Notifications You must be signed in to change notification settings

iwangjian/TopDial

Repository files navigation

TopDial

This repository contains code and data for the paper Target-oriented Proactive Dialogue Systems with Personalization: Problem Formulation and Dataset Curation accepted by EMNLP 2023.

Overview

Target-oriented dialogue systems, designed to proactively steer conversations toward predefined targets or accomplish specific system-side goals, are an exciting area in conversational AI. In this work, by formulating a <dialogue act, topic> pair as the conversation target, we explore a novel problem of personalized target-oriented dialogue by considering personalization during the target accomplishment process.

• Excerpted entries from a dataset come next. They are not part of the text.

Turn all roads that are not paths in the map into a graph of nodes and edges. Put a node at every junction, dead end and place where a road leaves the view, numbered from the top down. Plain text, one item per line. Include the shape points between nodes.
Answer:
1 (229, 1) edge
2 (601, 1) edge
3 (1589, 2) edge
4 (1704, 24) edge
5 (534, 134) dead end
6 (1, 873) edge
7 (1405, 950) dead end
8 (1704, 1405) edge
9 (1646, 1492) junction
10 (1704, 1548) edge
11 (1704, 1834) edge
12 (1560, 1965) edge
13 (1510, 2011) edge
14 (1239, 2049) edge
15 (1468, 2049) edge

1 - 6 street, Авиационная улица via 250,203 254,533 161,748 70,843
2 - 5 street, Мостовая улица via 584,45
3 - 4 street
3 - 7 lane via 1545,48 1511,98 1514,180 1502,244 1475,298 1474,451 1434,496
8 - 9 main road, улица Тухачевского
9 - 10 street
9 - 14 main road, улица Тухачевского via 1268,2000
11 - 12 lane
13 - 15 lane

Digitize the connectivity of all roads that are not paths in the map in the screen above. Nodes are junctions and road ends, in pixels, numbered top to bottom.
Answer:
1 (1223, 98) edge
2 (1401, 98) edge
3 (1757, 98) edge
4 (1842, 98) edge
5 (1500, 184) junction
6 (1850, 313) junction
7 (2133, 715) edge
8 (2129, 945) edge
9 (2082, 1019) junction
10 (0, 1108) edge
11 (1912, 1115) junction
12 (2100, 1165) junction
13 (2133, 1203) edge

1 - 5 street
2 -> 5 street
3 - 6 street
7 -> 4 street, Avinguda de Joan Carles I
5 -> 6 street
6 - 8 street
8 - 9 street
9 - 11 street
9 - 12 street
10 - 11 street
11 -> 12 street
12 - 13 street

However, there remains an emergent need for high-quality datasets, and building one from scratch requires tremendous human effort. To address this, we propose an automatic dataset curation framework using a role-playing approach. Based on this framework, we construct a large-scale personalized target-oriented dialogue dataset, TopDial, which comprises about 18K multi-turn dialogues.

Dataset

We upload the curated TopDial dataset to the OneDrive cloud. Please download it from this OneDrive link.

Dataset Curation

Requirements

We use Neo4j as the graph database tool to process domain knowledge graph in the seed dataset. Please install it by following the official guide. The required Python packages are listed in requirements.txt. Please install them by running:

pip install -r requirements.txt

Seed Dataset

We use the re-purposed version of the DuRecDial 2.0 dataset as the seed dataset. For convenience of preprocessing, please download it from this OneDrive link.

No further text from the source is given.